In the time since my last posting, I've run two marathons. Here are a few words.
I ran the Hawk Marathon, a semi-organic race (of three at the event: 26.2, 50, and 100 miles) on my home town trails, sort of out and back, with some extra business on either end to make up for what would otherwise be something closer to 23 miles. These are trails, really trails, that wind and twist and undulate. There are rocks and roots and snakes that look too much like the latter. It is, as such, an arrhythmic course. You're always pushing, never cruising.
I won the race in 3:28:08, breaking the previous course record by 5:18.
This is, of course, no big thing. Zach Bitter and Matt Flaherty have run - and predictably, won - races in Kansas City, but not Lawrence.
I'm the local guy with the local record at the local race. I live maybe eight miles from the trail head. I have rock jumps memorized - or perhaps, better known even than that. Intuited. I don't remember how to take them because I don't think them. I dart right of that tree, then kick off the adjacent rock with my right foot, landing on the peak of another with my left. Two quick turnovers later, I'm down, spinning, and then hurdling the creak.
I can roll with those trails. True, a lot of people, totally ignorant of the course, could do it faster. But, no one has.
It's no big thing. But it's my small thing, and I'm glad to have it.
In 2011, I volunteered at the event on something of a lark. I was, at the time, a 20 some odd miles a week hobbyist, looking for something to do over the weekend. I was struck by the euphoric absurdity of the whole goddamn thing (100 fucking miles?), and promptly entered - and finished, somehow - my first 50 mile race the next month.
In 2012, I ran the marathon, then paced 25 miles with the final 100 mile runner.
In 2013, I won the marathon.
In 2014, I paced 40 miles of the 100 mile course record.
And now, 2015. It adds to an odd collection that has nonetheless proven influential.
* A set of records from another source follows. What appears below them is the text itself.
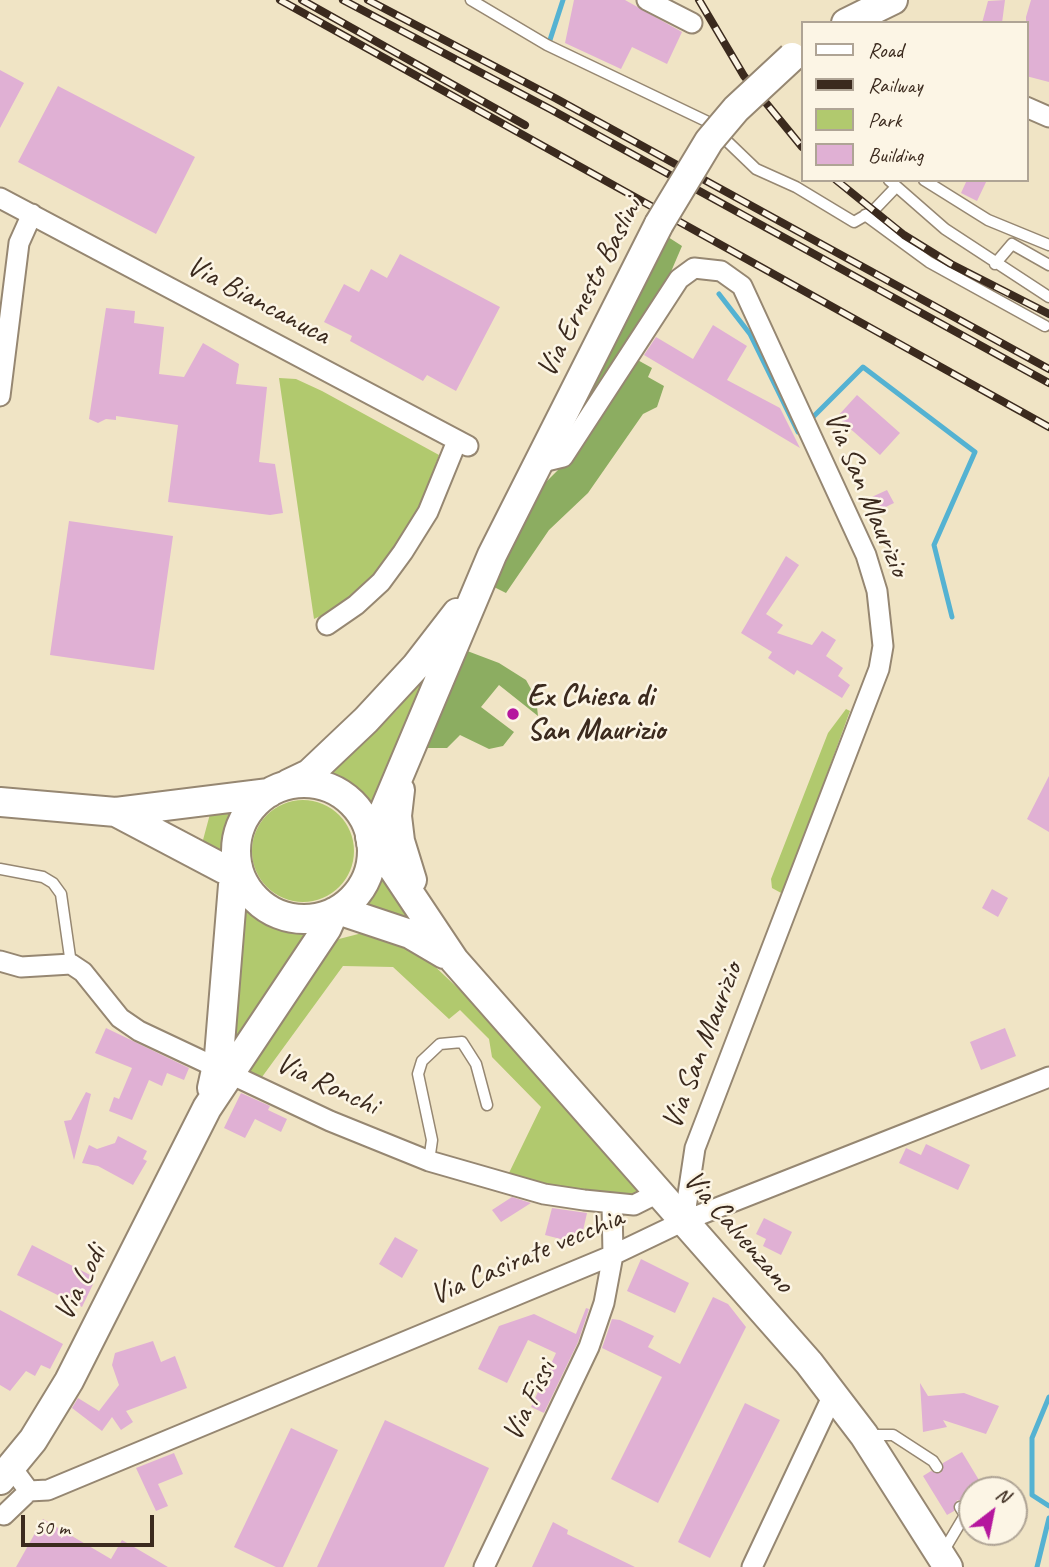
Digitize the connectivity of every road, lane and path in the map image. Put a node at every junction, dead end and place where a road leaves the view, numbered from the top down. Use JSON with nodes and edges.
{"nodes":[{"id":1,"x":471,"y":0,"type":"edge"},
{"id":2,"x":647,"y":0,"type":"edge"},
{"id":3,"x":893,"y":0,"type":"edge"},
{"id":4,"x":850,"y":21,"type":"edge"},
{"id":5,"x":692,"y":23,"type":"dead end"},
{"id":6,"x":797,"y":53,"type":"edge"},
{"id":7,"x":1028,"y":108,"type":"edge"},
{"id":8,"x":1049,"y":117,"type":"edge"},
{"id":9,"x":927,"y":182,"type":"edge"},
{"id":10,"x":892,"y":183,"type":"edge"},
{"id":11,"x":0,"y":198,"type":"edge"},
{"id":12,"x":32,"y":214,"type":"junction"},
{"id":13,"x":865,"y":215,"type":"junction"},
{"id":14,"x":1049,"y":245,"type":"edge"},
{"id":15,"x":995,"y":264,"type":"junction"},
{"id":16,"x":1049,"y":265,"type":"edge"},
{"id":17,"x":1049,"y":297,"type":"edge"},
{"id":18,"x":1045,"y":326,"type":"dead end"},
{"id":19,"x":0,"y":396,"type":"edge"},
{"id":20,"x":538,"y":463,"type":"junction"},
{"id":21,"x":478,"y":586,"type":"junction"},
{"id":22,"x":327,"y":625,"type":"dead end"},
{"id":23,"x":402,"y":769,"type":"junction"},
{"id":24,"x":275,"y":790,"type":"junction"},
{"id":25,"x":0,"y":802,"type":"edge"},
{"id":26,"x":116,"y":812,"type":"junction"},
{"id":27,"x":370,"y":840,"type":"junction"},
{"id":28,"x":0,"y":869,"type":"edge"},
{"id":29,"x":239,"y":871,"type":"junction"},
{"id":30,"x":336,"y":911,"type":"junction"},
{"id":31,"x":432,"y":928,"type":"junction"},
{"id":32,"x":454,"y":960,"type":"junction"},
{"id":33,"x":0,"y":961,"type":"edge"},
{"id":34,"x":71,"y":964,"type":"junction"},
{"id":35,"x":224,"y":1069,"type":"junction"},
{"id":36,"x":1049,"y":1077,"type":"edge"},
{"id":37,"x":487,"y":1105,"type":"dead end"},
{"id":38,"x":429,"y":1161,"type":"junction"},
{"id":39,"x":658,"y":1193,"type":"junction"},
{"id":40,"x":612,"y":1204,"type":"junction"},
{"id":41,"x":684,"y":1221,"type":"junction"},
{"id":42,"x":613,"y":1255,"type":"junction"},
{"id":43,"x":833,"y":1395,"type":"junction"},
{"id":44,"x":864,"y":1435,"type":"junction"},
{"id":45,"x":937,"y":1467,"type":"dead end"},
{"id":46,"x":6,"y":1474,"type":"edge"},
{"id":47,"x":29,"y":1491,"type":"junction"},
{"id":48,"x":4,"y":1515,"type":"dead end"},
{"id":49,"x":958,"y":1531,"type":"edge"},
{"id":50,"x":944,"y":1561,"type":"edge"},
{"id":51,"x":484,"y":1567,"type":"edge"},
{"id":52,"x":752,"y":1567,"type":"edge"}],
"edges":[{"from":1,"to":13,"type":"lane"},
{"from":2,"to":5,"type":"street"},
{"from":3,"to":4,"type":"main road"},
{"from":6,"to":20,"type":"main road","name":"Via Ernesto Baslini","bridge":true},
{"from":7,"to":8,"type":"street"},
{"from":9,"to":14,"type":"lane"},
{"from":10,"to":13,"type":"lane"},
{"from":10,"to":15,"type":"lane"},
{"from":11,"to":12,"type":"street","name":"Via Biancanuca"},
{"from":12,"to":19,"type":"street"},
{"from":12,"to":22,"type":"street","name":"Via Biancanuca"},
{"from":13,"to":18,"type":"lane"},
{"from":15,"to":16,"type":"lane"},
{"from":15,"to":17,"type":"lane"},
{"from":20,"to":21,"type":"main road","name":"Via Ernesto Baslini"},
{"from":20,"to":41,"type":"street","name":"Via San Maurizio"},
{"from":21,"to":23,"type":"main road","name":"Via Ernesto Baslini"},
{"from":21,"to":24,"type":"main road","name":"Via Ernesto Baslini"},
{"from":23,"to":27,"type":"main road","name":"Via Ernesto Baslini"},
{"from":23,"to":31,"type":"main road"},
{"from":24,"to":26,"type":"main road"},
{"from":24,"to":27,"type":"main road"},
{"from":24,"to":29,"type":"main road"},
{"from":25,"to":26,"type":"main road"},
{"from":26,"to":29,"type":"main road"},
{"from":27,"to":30,"type":"main road"},
{"from":27,"to":31,"type":"main road","name":"Via Calvenzano"},
{"from":28,"to":34,"type":"lane"},
{"from":29,"to":30,"type":"main road"},
{"from":29,"to":35,"type":"main road","name":"Via Lodi"},
{"from":30,"to":32,"type":"main road","name":"Via Calvenzano"},
{"from":30,"to":35,"type":"main road","name":"Via Lodi"},
{"from":31,"to":32,"type":"main road","name":"Via Calvenzano"},
{"from":32,"to":39,"type":"main road","name":"Via Calvenzano"},
{"from":33,"to":34,"type":"street"},
{"from":34,"to":35,"type":"street","name":"Via Ronchi"},
{"from":35,"to":38,"type":"street","name":"Via Ronchi"},
{"from":35,"to":46,"type":"main road","name":"Via Lodi"},
{"from":36,"to":41,"type":"street","name":"Via Casirate vecchia"},
{"from":37,"to":38,"type":"lane"},
{"from":38,"to":40,"type":"street","name":"Via Ronchi"},
{"from":39,"to":40,"type":"street","name":"Via Ronchi"},
{"from":39,"to":41,"type":"main road","name":"Via Calvenzano"},
{"from":40,"to":42,"type":"street","name":"Via Fissi"},
{"from":41,"to":42,"type":"street","name":"Via Casirate vecchia"},
{"from":41,"to":43,"type":"main road","name":"Via Calvenzano"},
{"from":42,"to":47,"type":"street","name":"Via Casirate vecchia"},
{"from":42,"to":51,"type":"street","name":"Via Fissi"},
{"from":43,"to":44,"type":"main road","name":"Via Calvenzano"},
{"from":43,"to":52,"type":"street"},
{"from":44,"to":45,"type":"lane"},
{"from":44,"to":50,"type":"main road","name":"Via Calvenzano"},
{"from":46,"to":47,"type":"street"},
{"from":47,"to":48,"type":"street"},
{"from":49,"to":50,"type":"lane"}]}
Without this event, I don't know that I'd be any kind of runner at all. It's marked me, so I'm glad to have marked it back.
Five days ago, I ran the Prairie Fire Marathon, in Wichita.
It was, appropriately, hot. I flamed out, then jogged it in.
3:29:28 on an almost sarcastically flat (really, not a single hill?) road course. Slower than the same distance covered on technical mountain bike trails the month before. (And yes, the trail race is measured accurately.)
Given that I'd expected to run at least thirty minutes faster, this is, without question, a really poor time. But I also had, without question, a pretty good time running it.
If this sounds like some hobbyjogger inspo bullshit... well, maybe. But shit races can still be good training runs, so long as you emerge uninjured. And I'm comfortably running again, so, life goes on. As it would whether I was pissed about my time or not.
It's no big thing. But it's my small thing, and... well, I don't actually have to take it with me.
Tonight was a steady six under a rippling sky, the sun setting and bleeding across the expanse like grapefruit juice spilled on gently wrinkled white tablecloth.